Looking good! Like paint, you can get transparent powder paints. ‘Summer Punch’ from prismatic powders is an example. Apply it over a silver blank and you get that ‘pink antifreeze’ metallic color that’s on the commercial ‘pink Panties’ spoons. The spoons in the second photo will be killer with metallic pink or metallic chartreuse backs. 

Before you start selling spoons, make sure you catch some fish on them to see how they hold up. I wish I could find the photo of what the walleye did to a spoon i powder painted. It was really satisfying to know I could make a spoon that worked, but it lost about 50% of the finish after about 8 fish. I now coat all my spoons with 2 coats of thinned Klass Kote to make them impervious to walleye teeth. Spray on acrylic clear is not durable enough and unthinned epoxy is too thick and would affect the action. KBS diamond might work but I never tried it. 


Sent from my iPhone using Tapatalk


----------



## jmyers8 (Aug 2, 2013)

Thanks I am going to start painting a few backs also. What size and brand hooks do most people use. Seems like there are a thousand different answers and not all sizes are the same looking to buy a bulk pack for scorpion and standard size spoons.

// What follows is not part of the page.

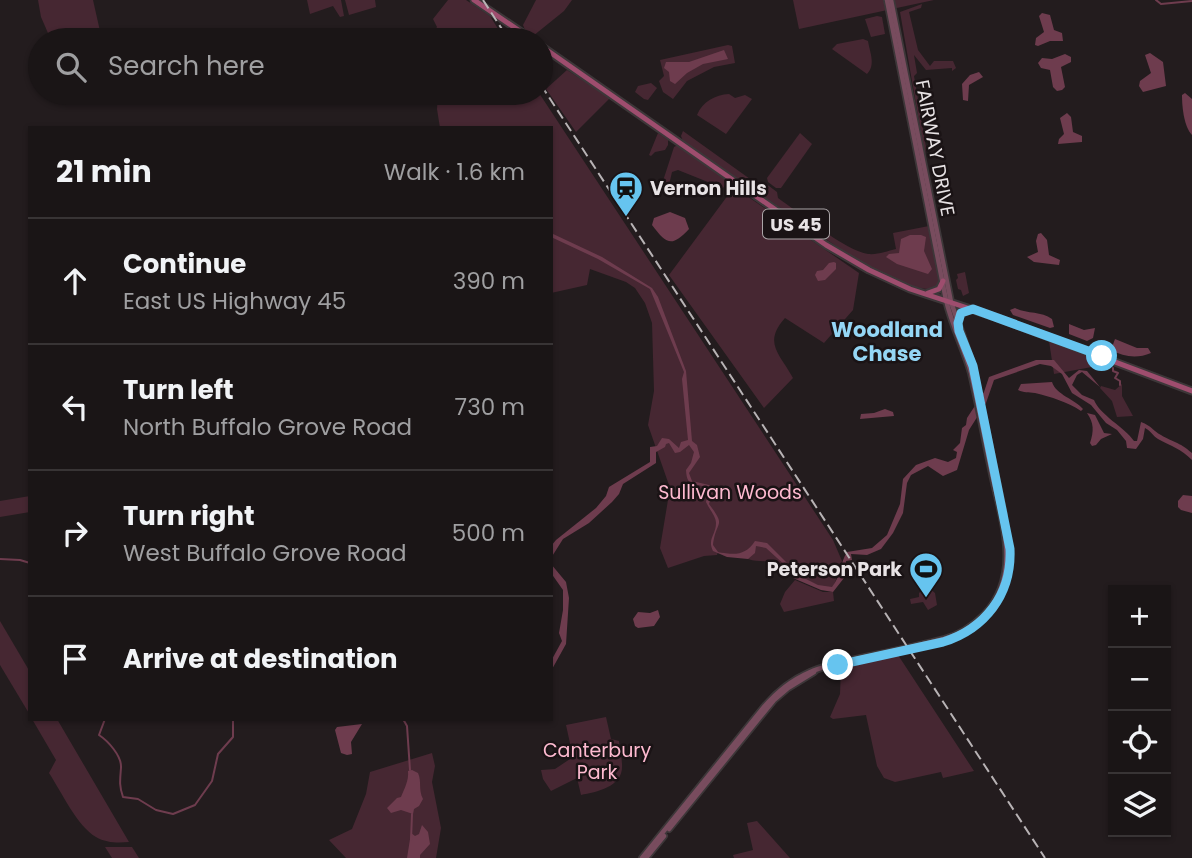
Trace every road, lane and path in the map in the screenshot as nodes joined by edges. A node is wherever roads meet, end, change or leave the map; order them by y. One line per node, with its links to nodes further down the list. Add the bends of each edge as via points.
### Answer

Sent from my SM-G950U using Tapatalk


----------



## HappySnag (Dec 20, 2007)

jmyers8 said:


> Thanks I am going to start painting a few backs also. What size and brand hooks do most people use. Seems like there are a thousand different answers and not all sizes are the same looking to buy a bulk pack for scorpion and standard size spoons.
> 
> Sent from my SM-G950U using Tapatalk


there is video TJ tuckle,powder painting spoons.


----------



## dgfidler (Sep 22, 2014)

jmyers8 said:


> Thanks I am going to start painting a few backs also. What size and brand hooks do most people use. Seems like there are a thousand different answers and not all sizes are the same looking to buy a bulk pack for scorpion and standard size spoons.
> 
> Sent from my SM-G950U using Tapatalk


I just use the inexpensive eagle claw ‘laser sharp’ treble hooks from Walmart. I’ve also been using siwash single hooks on some. I can’t tell a difference in hookups between the two for walleye, but the siwash hooks definitely keep steelhead hooked up better than trebles. I’m not sure that’s a good thing if you intend to release them. 


Sent from my iPhone using Tapatalk


----------



## Jann's Netcraft (Feb 24, 2015)

Great work on the spoons! Thin metal parts like spoons or blades are some of the most difficult pieces to powder paint, and we love seeing all of the great results. 

Good Fishin',

Jann's Netcraft


----------



## jmyers8 (Aug 2, 2013)

Here's a couple more batches I got finished up anxious to use these soon.
















Sent from my SM-G950U using Tapatalk


----------



## dgfidler (Sep 22, 2014)

I see you have added a splash of orange to the blue/chrome spoons. The blue/chrome bandit that worked so well last year also has a touch of orange. I painted maybe a half dozen like that last year thinking they’d be a hot color and I never managed to catch a single fish on that color combo. I’d be interested to know if that color combination works for you once you fish with them. 


Sent from my iPhone using Tapatalk


----------



## jmyers8 (Aug 2, 2013)

I'll let you know. That was my thought to match the bandit

Sent from my SM-G950U using Tapatalk


----------



## dgfidler (Sep 22, 2014)

I thought of this because I recently watched a podcast on YouTube with Ross Robertson discussing the spoon development process with the owner of Silver Streak tackle. One of the things they discussed was how many of their prototypes that they think will be effective turn out to not work so well. For this reason, Silver Streak field tests everything to verify it works before offering to the public. He said a successful product must first and foremost appeal to the customer for them to buy it and give it time in the water and second it must produce fish or the buyer will leave it in their tackle box and never make follow up purchases. If you think about it, as basement or garage lure builders, we’re making untested prototypes. I’ve been building a tackle collection based on a concept of ‘matched sets’ of maybe a dozen color combinations. An example of this matched set concept would be a blue/chrome bandit, a blue/chrome shallow diving crankbait, blue/chrome spoons large and small, blue/chrome spinner blades, etc. The idea is for these matched sets to be interchangeable to some extent. Another example of matched set would be blueberry muffin spoon and IB frozen crankbait. Both chartreuse/purple. If blueberry muffin spoon is working on the dipsy lines, I may put out an IB frozen crankbait on a board. I have on my todo list to create an IB Frozen shallow diver. 


Sent from my iPhone using Tapatalk


----------